Two months ago, 25 dined on the garden of the Victoria Lodge B&B in Lynton. They even rest their shaggy rears on the bowling green and cricket pitch.

A number have now mysteriously disappeared. A couple of locals are said to have taken the matter into their own hands and shot one entering their property. There is even talk of some having been goatnapped, taken up the motorway and turned into curry. A sign in one villager's window read: "If you can't beat them, eat them." Below was a picture of a goat's head on a plate, flanked by a knife and fork.

The feral animals, which graze the valley's steep sides, have been subjected to regular culls over the years. Last year, a marksman under the orders of the town council, which owns the valley and is responsible for the animals when they are on its land, popped off 13 without telling residents.
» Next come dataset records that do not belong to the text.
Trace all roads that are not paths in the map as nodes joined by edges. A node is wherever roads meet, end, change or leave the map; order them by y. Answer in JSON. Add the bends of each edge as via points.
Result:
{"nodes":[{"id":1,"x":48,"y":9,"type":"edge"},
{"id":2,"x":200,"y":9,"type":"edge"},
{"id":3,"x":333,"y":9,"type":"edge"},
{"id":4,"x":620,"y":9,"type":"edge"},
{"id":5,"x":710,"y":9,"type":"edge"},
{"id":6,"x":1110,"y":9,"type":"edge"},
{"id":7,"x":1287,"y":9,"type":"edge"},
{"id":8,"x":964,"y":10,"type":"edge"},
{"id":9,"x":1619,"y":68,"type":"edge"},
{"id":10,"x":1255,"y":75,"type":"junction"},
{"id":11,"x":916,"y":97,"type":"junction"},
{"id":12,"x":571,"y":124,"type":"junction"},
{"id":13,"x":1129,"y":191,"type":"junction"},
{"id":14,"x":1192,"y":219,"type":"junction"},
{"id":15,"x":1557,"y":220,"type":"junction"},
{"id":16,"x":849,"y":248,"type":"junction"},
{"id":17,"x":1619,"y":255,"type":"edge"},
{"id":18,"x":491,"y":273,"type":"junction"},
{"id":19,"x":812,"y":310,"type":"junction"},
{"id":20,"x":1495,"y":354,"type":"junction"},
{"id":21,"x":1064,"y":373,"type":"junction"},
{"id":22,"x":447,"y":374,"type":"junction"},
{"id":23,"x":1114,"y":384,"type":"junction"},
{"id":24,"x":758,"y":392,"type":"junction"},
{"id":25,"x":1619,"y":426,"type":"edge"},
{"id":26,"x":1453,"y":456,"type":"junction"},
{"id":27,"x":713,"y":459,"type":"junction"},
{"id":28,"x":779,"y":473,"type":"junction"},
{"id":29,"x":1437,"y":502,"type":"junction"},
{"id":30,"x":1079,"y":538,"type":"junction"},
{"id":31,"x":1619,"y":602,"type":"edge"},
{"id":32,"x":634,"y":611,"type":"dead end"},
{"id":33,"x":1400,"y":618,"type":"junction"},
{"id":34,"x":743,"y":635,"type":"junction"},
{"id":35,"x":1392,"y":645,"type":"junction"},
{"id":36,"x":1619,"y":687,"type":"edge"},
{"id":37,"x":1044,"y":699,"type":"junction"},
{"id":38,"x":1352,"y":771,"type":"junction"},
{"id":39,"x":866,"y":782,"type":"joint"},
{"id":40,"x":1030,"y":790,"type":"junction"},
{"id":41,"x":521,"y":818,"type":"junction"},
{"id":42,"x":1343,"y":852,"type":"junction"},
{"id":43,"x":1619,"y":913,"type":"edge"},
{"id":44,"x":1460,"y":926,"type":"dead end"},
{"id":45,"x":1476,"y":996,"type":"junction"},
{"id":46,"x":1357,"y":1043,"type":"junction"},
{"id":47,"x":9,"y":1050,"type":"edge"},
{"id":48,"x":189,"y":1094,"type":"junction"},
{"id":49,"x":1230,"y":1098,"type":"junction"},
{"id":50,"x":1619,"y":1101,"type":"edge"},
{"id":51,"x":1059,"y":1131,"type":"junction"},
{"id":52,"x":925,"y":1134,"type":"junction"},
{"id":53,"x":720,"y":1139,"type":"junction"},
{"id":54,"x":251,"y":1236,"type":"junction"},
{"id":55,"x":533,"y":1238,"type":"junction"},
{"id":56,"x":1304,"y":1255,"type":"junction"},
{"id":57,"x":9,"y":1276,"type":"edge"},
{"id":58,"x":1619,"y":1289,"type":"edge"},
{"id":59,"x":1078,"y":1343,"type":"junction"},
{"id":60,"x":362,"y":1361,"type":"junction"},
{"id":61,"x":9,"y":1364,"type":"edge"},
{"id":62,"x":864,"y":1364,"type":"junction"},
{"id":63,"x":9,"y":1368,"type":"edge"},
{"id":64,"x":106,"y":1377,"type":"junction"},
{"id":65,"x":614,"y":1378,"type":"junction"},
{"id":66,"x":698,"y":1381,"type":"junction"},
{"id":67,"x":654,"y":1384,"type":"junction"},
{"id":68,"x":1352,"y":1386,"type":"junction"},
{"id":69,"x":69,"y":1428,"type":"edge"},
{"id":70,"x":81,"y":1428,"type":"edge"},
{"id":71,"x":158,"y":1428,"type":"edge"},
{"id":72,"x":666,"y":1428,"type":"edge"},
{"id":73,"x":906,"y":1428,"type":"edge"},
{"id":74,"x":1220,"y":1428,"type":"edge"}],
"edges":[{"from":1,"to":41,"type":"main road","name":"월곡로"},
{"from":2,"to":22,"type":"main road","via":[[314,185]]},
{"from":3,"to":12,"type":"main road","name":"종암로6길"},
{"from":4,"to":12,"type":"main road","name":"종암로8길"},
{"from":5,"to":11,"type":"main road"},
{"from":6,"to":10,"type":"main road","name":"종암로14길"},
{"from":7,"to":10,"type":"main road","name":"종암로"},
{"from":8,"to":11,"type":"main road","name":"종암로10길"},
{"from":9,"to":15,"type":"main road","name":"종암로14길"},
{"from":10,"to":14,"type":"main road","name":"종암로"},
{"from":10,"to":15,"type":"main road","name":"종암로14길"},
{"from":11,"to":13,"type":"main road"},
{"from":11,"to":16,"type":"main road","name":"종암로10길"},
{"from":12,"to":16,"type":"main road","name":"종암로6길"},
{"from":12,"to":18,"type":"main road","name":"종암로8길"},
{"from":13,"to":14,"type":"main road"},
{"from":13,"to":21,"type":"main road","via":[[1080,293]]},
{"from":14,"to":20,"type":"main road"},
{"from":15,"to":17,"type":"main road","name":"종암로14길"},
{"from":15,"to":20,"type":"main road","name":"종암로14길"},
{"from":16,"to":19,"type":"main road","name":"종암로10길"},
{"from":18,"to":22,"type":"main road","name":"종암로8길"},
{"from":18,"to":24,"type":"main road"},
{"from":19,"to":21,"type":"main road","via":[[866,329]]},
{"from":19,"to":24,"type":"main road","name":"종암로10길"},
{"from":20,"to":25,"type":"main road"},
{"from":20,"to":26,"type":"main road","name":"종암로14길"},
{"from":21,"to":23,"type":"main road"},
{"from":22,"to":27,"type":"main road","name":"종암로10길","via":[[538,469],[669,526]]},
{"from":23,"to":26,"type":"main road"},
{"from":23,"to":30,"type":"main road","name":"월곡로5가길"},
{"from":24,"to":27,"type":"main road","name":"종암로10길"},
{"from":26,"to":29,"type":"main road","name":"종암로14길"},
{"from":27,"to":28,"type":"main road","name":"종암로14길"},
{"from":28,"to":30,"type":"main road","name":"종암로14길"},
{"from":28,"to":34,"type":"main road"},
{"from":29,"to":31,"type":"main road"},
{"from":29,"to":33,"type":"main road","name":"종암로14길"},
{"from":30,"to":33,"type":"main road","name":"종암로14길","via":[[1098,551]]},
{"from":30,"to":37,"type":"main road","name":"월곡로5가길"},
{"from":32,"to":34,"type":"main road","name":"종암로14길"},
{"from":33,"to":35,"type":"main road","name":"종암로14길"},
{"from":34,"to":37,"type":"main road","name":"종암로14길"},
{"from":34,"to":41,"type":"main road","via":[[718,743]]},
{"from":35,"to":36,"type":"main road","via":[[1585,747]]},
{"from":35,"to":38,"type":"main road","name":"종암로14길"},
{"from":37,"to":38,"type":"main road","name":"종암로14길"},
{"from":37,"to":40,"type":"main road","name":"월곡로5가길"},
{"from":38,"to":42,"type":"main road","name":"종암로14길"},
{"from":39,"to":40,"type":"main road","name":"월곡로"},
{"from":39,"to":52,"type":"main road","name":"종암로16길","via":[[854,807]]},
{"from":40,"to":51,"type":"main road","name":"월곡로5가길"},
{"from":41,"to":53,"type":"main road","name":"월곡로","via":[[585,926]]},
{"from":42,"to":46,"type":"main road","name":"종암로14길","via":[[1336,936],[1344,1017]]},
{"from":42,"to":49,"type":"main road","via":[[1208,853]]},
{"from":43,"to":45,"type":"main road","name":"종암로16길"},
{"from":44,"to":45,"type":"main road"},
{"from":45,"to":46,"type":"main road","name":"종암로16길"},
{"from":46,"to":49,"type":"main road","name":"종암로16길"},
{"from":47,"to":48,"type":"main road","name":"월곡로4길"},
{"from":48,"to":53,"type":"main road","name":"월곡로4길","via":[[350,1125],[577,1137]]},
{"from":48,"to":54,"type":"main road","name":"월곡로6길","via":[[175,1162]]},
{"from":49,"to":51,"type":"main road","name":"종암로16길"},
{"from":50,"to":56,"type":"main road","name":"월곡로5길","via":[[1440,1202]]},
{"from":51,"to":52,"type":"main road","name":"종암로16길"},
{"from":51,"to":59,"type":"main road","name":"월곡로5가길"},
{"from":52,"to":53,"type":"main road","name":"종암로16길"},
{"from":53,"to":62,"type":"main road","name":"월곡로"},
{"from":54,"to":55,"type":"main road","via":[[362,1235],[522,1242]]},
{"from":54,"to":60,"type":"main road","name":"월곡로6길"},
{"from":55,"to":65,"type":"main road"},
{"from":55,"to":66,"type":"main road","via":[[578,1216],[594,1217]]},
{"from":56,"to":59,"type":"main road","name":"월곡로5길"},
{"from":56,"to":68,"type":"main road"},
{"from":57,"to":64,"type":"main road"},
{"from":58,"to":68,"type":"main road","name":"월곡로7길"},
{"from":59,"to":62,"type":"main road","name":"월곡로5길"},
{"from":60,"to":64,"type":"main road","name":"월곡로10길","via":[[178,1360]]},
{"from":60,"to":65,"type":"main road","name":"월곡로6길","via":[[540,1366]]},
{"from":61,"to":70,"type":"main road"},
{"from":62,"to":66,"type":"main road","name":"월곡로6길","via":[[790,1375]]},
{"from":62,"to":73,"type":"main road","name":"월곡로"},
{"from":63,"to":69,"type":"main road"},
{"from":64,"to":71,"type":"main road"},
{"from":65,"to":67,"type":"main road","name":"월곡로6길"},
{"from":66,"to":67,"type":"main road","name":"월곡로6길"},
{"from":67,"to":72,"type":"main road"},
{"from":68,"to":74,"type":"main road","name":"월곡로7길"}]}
The prospect of yet another cull - there are believed to be around 80 goats - has divided the village. The council last month rescinded its decision to install fencing and cattle grids, despite most of the cost being covered by a grant from Defra, English Nature and Exmoor National Park Authority. One councillor resigned in protest. Members and their families have received a death threat and the town clerk was threatened with castration. The animals' fate will be decided at a meeting on Wednesday.

One of the strongest objectors to the presence of the goats in town is Derek Bishop, who earlier this year suffered "14 invasions in 10 days". Sick of the animals using his garden as an appetiser on their way to the village, Mr Bishop erected an electric fence, to no avail.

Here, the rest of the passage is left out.